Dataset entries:

########

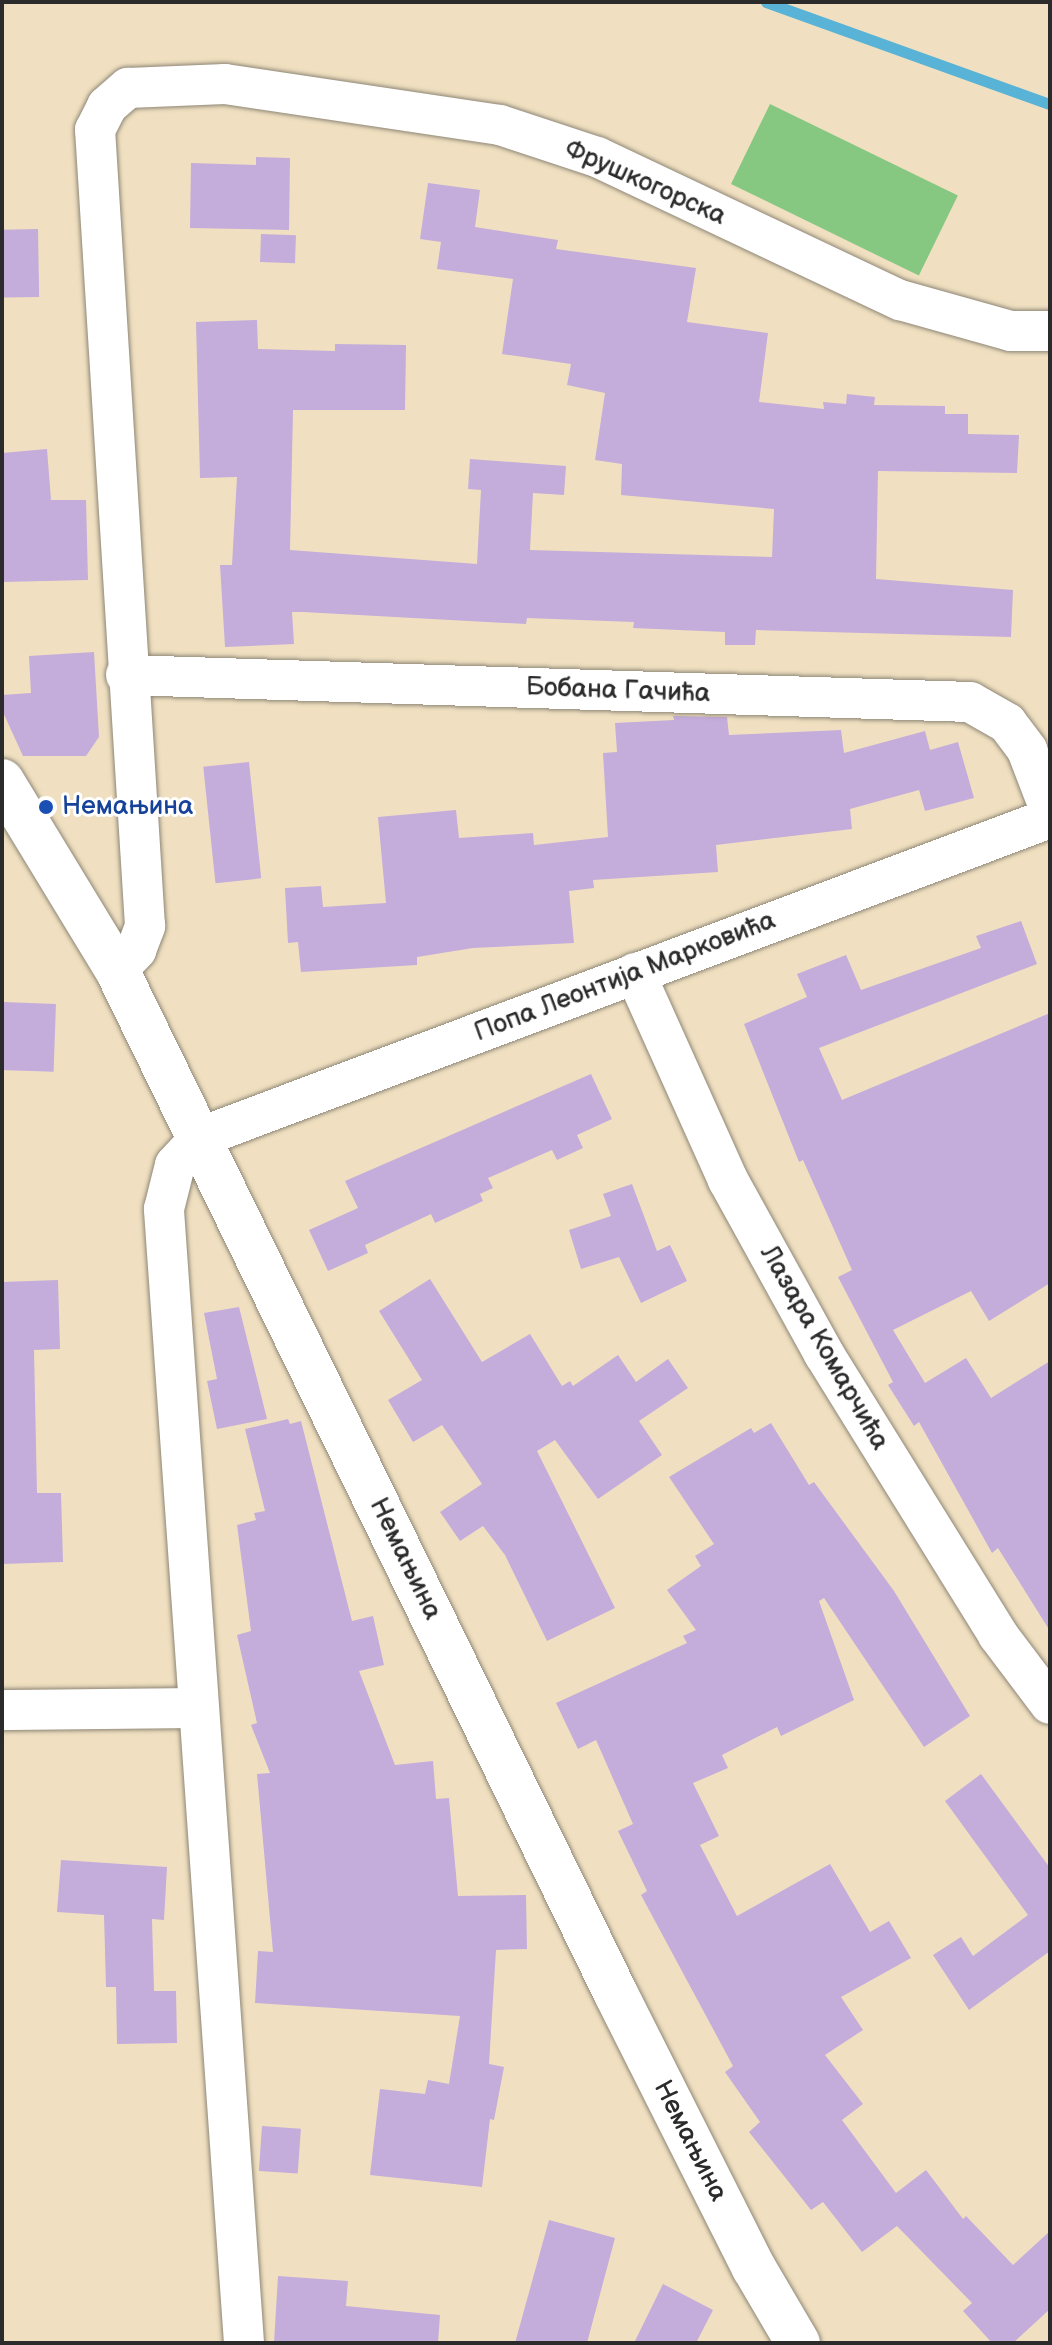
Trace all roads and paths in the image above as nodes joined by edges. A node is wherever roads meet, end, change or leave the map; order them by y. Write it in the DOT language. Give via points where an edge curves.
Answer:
graph roads {
  1 [pos="1050,331"];
  2 [pos="126,675"];
  3 [pos="2,781"];
  4 [pos="1050,810"];
  5 [pos="1050,818"];
  6 [pos="117,970"];
  7 [pos="635,973"];
  8 [pos="201,1137"];
  9 [pos="1050,1704"];
  10 [pos="199,1708"];
  11 [pos="2,1710"];
  12 [pos="244,2343"];
  13 [pos="798,2343"];
  1 -- 2 [label="street, Фрушкогорска" via="1011,331 900,300 597,157 500,125 225,84 128,88 107,106 95,130"];
  2 -- 4 [label="street, Бобана Гачића" via="970,702 1007,723 1027,750"];
  2 -- 6 [label="street" via="145,926 136,950"];
  3 -- 6 [label="street, Немањина"];
  5 -- 7 [label="street, Попа Леонтија Марковића"];
  6 -- 8 [label="street, Немањина"];
  7 -- 8 [label="street, Попа Леонтија Марковића"];
  7 -- 9 [label="street, Лазара Комарчића" via="728,1180 824,1354 998,1635"];
  8 -- 10 [label="street" via="175,1165 164,1209"];
  8 -- 13 [label="street, Немањина" via="616,1994 754,2268"];
  10 -- 11 [label="street"];
  10 -- 12 [label="street"];
}
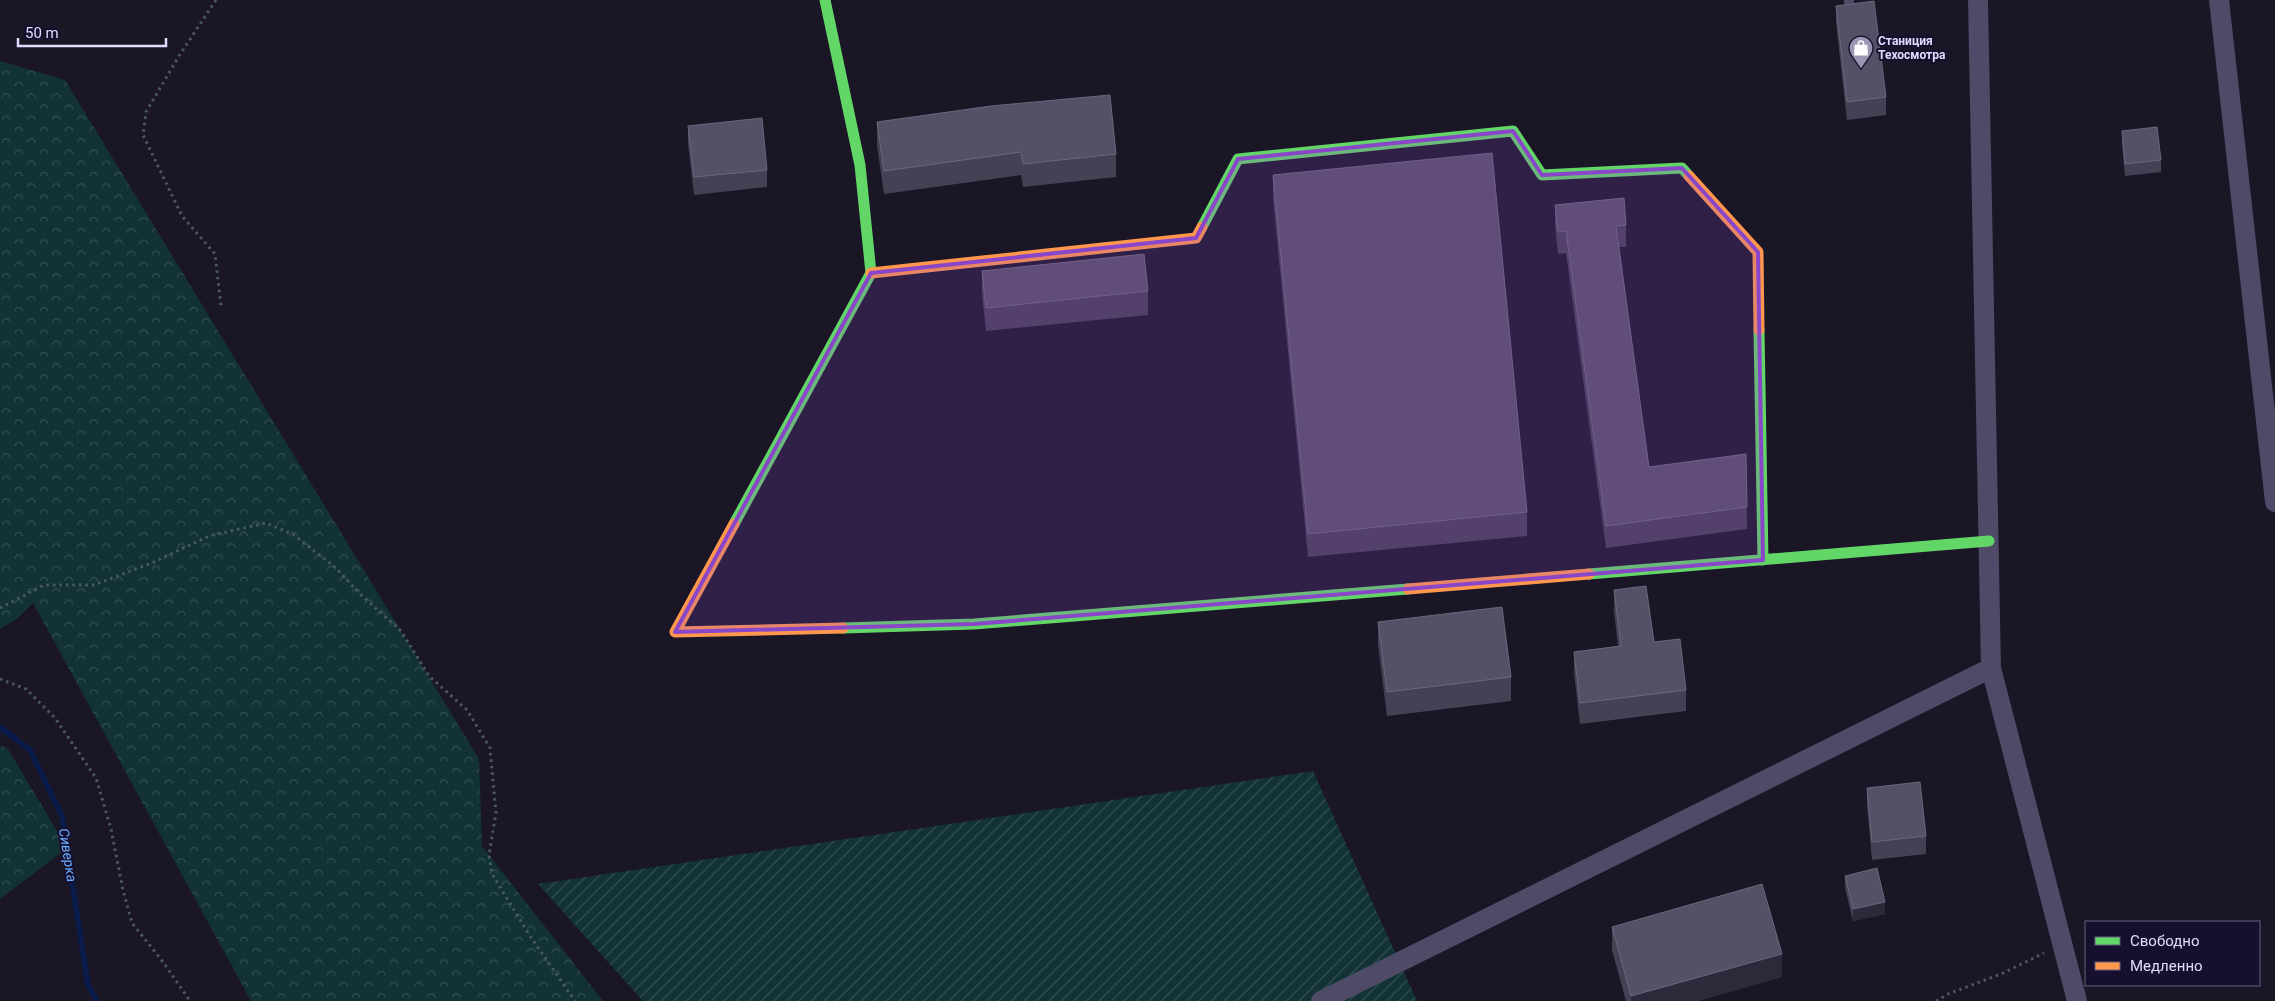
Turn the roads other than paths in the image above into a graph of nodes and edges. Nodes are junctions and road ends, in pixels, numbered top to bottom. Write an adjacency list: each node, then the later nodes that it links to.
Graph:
1 (824, 0): 4 (street)
2 (1978, 0): 6 (street)
3 (2219, 0): 5 (street)
4 (870, 272): 7 (street); 7 (street)
5 (2275, 502)
6 (1989, 541): 7 (street); 8 (street)
7 (1763, 560)
8 (1991, 668): 9 (street); 10 (street)
9 (1321, 1001)
10 (2077, 1001)

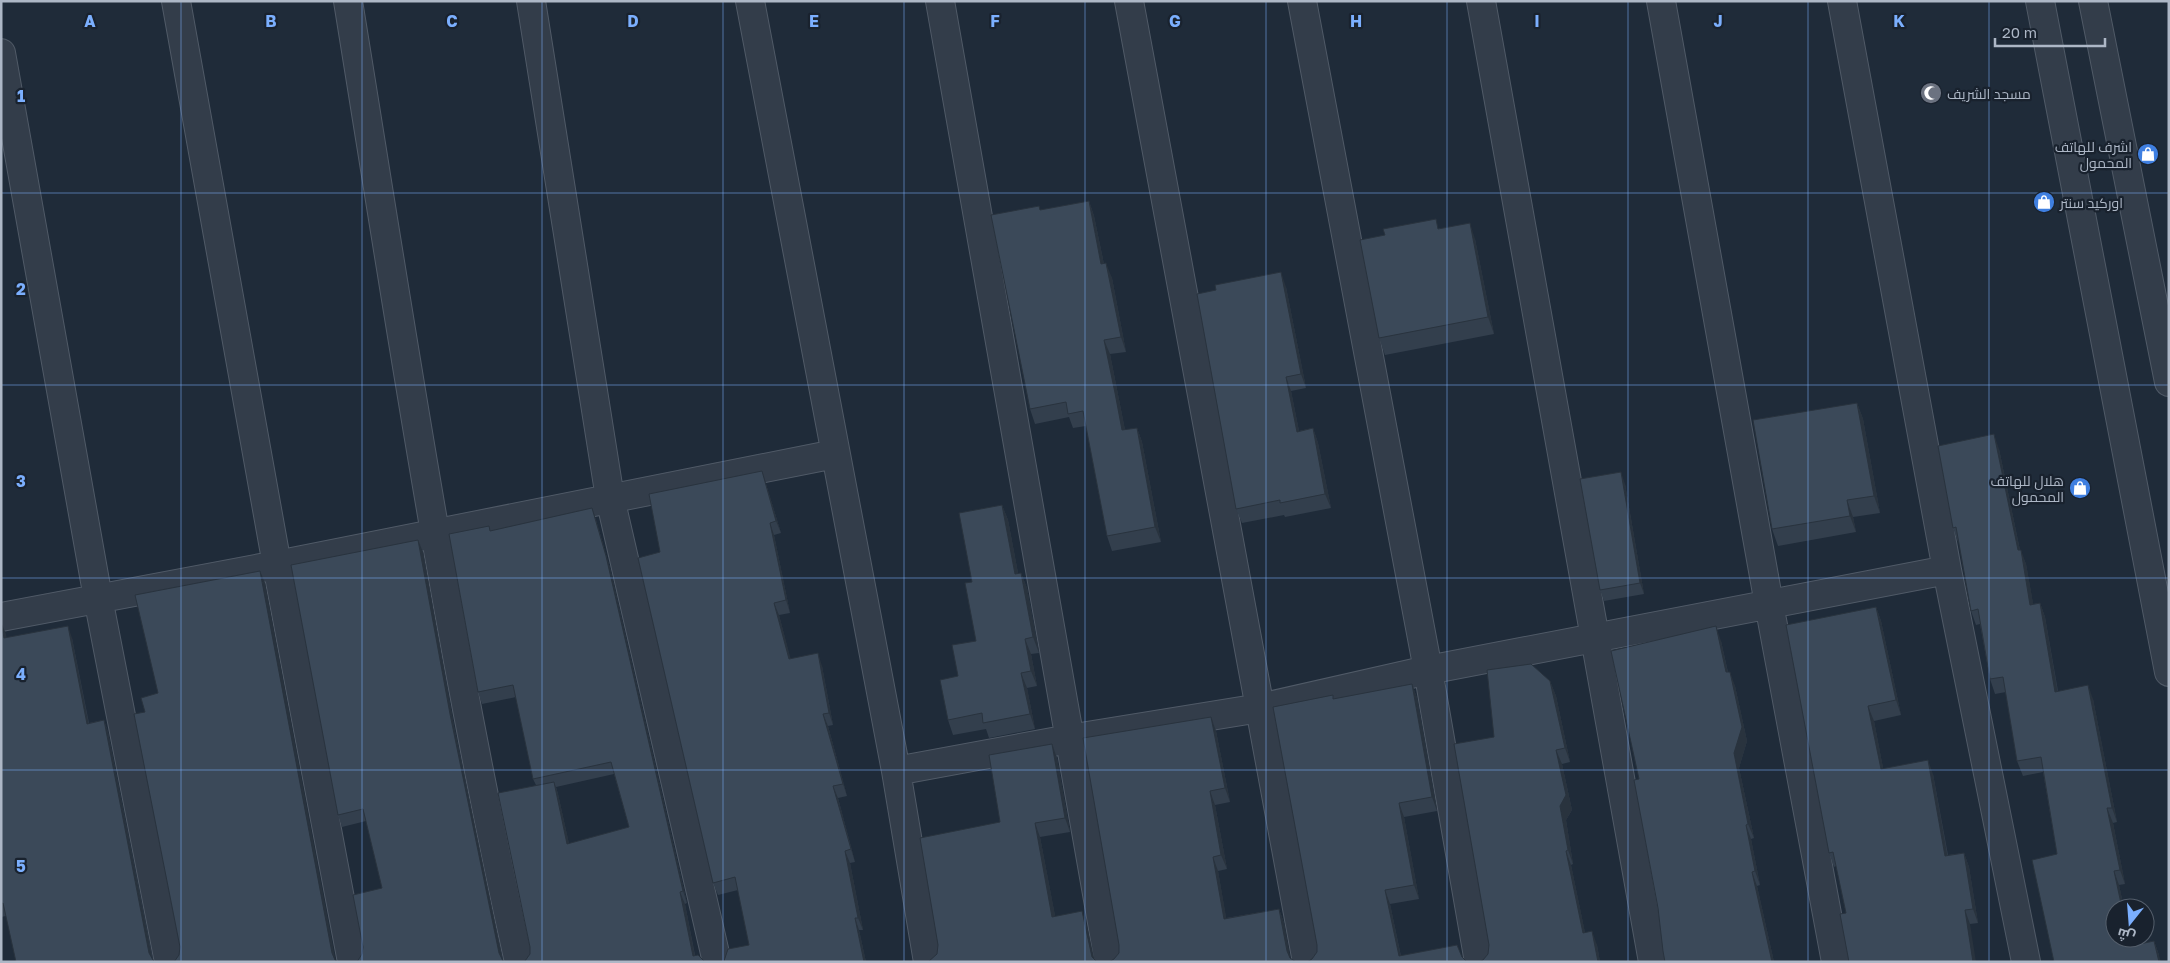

########

_PROMPT_: Your answer must be the entries written out word for word, without their pictures.

_ANSWER SECTION_:
Trace all roads and paths in the image above as nodes joined by edges. A node is wherever roads meet, end, change or leave the map; order them by y. Write it in the DOT language. Give via points where an edge curves.
Answer:
graph roads {
  1 [pos="1050,331"];
  2 [pos="126,675"];
  3 [pos="2,781"];
  4 [pos="1050,810"];
  5 [pos="1050,818"];
  6 [pos="117,970"];
  7 [pos="635,973"];
  8 [pos="201,1137"];
  9 [pos="1050,1704"];
  10 [pos="199,1708"];
  11 [pos="2,1710"];
  12 [pos="244,2343"];
  13 [pos="798,2343"];
  1 -- 2 [label="street, Фрушкогорска" via="1011,331 900,300 597,157 500,125 225,84 128,88 107,106 95,130"];
  2 -- 4 [label="street, Бобана Гачића" via="970,702 1007,723 1027,750"];
  2 -- 6 [label="street" via="145,926 136,950"];
  3 -- 6 [label="street, Немањина"];
  5 -- 7 [label="street, Попа Леонтија Марковића"];
  6 -- 8 [label="street, Немањина"];
  7 -- 8 [label="street, Попа Леонтија Марковића"];
  7 -- 9 [label="street, Лазара Комарчића" via="728,1180 824,1354 998,1635"];
  8 -- 10 [label="street" via="175,1165 164,1209"];
  8 -- 13 [label="street, Немањина" via="616,1994 754,2268"];
  10 -- 11 [label="street"];
  10 -- 12 [label="street"];
}
Turn the roads other than paths in the image above into a graph of nodes and edges. Nodes are junctions and road ends, in pixels, numbered top to bottom. Write an adjacency list: each node, then the later nodes that it links to.
Graph:
1 (824, 0): 4 (street)
2 (1978, 0): 6 (street)
3 (2219, 0): 5 (street)
4 (870, 272): 7 (street); 7 (street)
5 (2275, 502)
6 (1989, 541): 7 (street); 8 (street)
7 (1763, 560)
8 (1991, 668): 9 (street); 10 (street)
9 (1321, 1001)
10 (2077, 1001)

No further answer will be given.